AIM OF THE TASK: Hand back all of the records exactly as they read.

[Opening DATA SUPPLIED section]

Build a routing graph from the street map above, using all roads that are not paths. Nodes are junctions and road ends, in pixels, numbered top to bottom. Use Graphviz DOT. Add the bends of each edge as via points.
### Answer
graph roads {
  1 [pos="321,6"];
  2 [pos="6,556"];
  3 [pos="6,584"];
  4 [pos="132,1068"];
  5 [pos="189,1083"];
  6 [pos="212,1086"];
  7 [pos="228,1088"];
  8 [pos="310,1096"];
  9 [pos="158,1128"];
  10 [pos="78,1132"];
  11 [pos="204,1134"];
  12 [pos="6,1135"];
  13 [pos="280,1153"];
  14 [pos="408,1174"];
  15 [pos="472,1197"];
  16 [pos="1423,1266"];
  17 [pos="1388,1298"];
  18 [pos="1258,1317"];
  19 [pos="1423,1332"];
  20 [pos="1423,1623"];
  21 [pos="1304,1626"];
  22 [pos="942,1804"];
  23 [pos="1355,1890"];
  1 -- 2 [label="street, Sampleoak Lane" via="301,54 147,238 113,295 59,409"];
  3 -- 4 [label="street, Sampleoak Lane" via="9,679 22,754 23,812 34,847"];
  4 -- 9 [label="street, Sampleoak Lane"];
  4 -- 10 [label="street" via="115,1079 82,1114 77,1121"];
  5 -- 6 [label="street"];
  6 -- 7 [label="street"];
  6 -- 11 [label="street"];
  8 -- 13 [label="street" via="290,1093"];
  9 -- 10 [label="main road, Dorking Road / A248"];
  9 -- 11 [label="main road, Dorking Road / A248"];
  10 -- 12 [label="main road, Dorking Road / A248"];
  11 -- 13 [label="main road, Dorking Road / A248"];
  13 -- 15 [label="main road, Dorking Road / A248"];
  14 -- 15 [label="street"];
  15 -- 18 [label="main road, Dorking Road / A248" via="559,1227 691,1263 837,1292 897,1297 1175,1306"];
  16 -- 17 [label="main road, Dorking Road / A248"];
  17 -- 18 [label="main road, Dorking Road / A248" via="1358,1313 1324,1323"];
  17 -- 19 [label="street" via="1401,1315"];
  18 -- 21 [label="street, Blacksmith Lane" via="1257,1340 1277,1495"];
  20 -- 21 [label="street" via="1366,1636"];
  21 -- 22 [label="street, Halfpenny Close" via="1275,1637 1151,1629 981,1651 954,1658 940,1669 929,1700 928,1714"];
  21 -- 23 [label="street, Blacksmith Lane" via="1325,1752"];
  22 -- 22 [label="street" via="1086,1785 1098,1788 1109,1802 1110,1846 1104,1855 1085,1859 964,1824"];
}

[Closing DATA SUPPLIED section]

ANSWER TO THE PROBLEM:
Build a routing graph from the street map above, using all roads that are not paths. Nodes are junctions and road ends, in pixels, numbered top to bottom. Use Graphviz DOT. Add the bends of each edge as via points.
### Answer
graph roads {
  1 [pos="321,6"];
  2 [pos="6,556"];
  3 [pos="6,584"];
  4 [pos="132,1068"];
  5 [pos="189,1083"];
  6 [pos="212,1086"];
  7 [pos="228,1088"];
  8 [pos="310,1096"];
  9 [pos="158,1128"];
  10 [pos="78,1132"];
  11 [pos="204,1134"];
  12 [pos="6,1135"];
  13 [pos="280,1153"];
  14 [pos="408,1174"];
  15 [pos="472,1197"];
  16 [pos="1423,1266"];
  17 [pos="1388,1298"];
  18 [pos="1258,1317"];
  19 [pos="1423,1332"];
  20 [pos="1423,1623"];
  21 [pos="1304,1626"];
  22 [pos="942,1804"];
  23 [pos="1355,1890"];
  1 -- 2 [label="street, Sampleoak Lane" via="301,54 147,238 113,295 59,409"];
  3 -- 4 [label="street, Sampleoak Lane" via="9,679 22,754 23,812 34,847"];
  4 -- 9 [label="street, Sampleoak Lane"];
  4 -- 10 [label="street" via="115,1079 82,1114 77,1121"];
  5 -- 6 [label="street"];
  6 -- 7 [label="street"];
  6 -- 11 [label="street"];
  8 -- 13 [label="street" via="290,1093"];
  9 -- 10 [label="main road, Dorking Road / A248"];
  9 -- 11 [label="main road, Dorking Road / A248"];
  10 -- 12 [label="main road, Dorking Road / A248"];
  11 -- 13 [label="main road, Dorking Road / A248"];
  13 -- 15 [label="main road, Dorking Road / A248"];
  14 -- 15 [label="street"];
  15 -- 18 [label="main road, Dorking Road / A248" via="559,1227 691,1263 837,1292 897,1297 1175,1306"];
  16 -- 17 [label="main road, Dorking Road / A248"];
  17 -- 18 [label="main road, Dorking Road / A248" via="1358,1313 1324,1323"];
  17 -- 19 [label="street" via="1401,1315"];
  18 -- 21 [label="street, Blacksmith Lane" via="1257,1340 1277,1495"];
  20 -- 21 [label="street" via="1366,1636"];
  21 -- 22 [label="street, Halfpenny Close" via="1275,1637 1151,1629 981,1651 954,1658 940,1669 929,1700 928,1714"];
  21 -- 23 [label="street, Blacksmith Lane" via="1325,1752"];
  22 -- 22 [label="street" via="1086,1785 1098,1788 1109,1802 1110,1846 1104,1855 1085,1859 964,1824"];
}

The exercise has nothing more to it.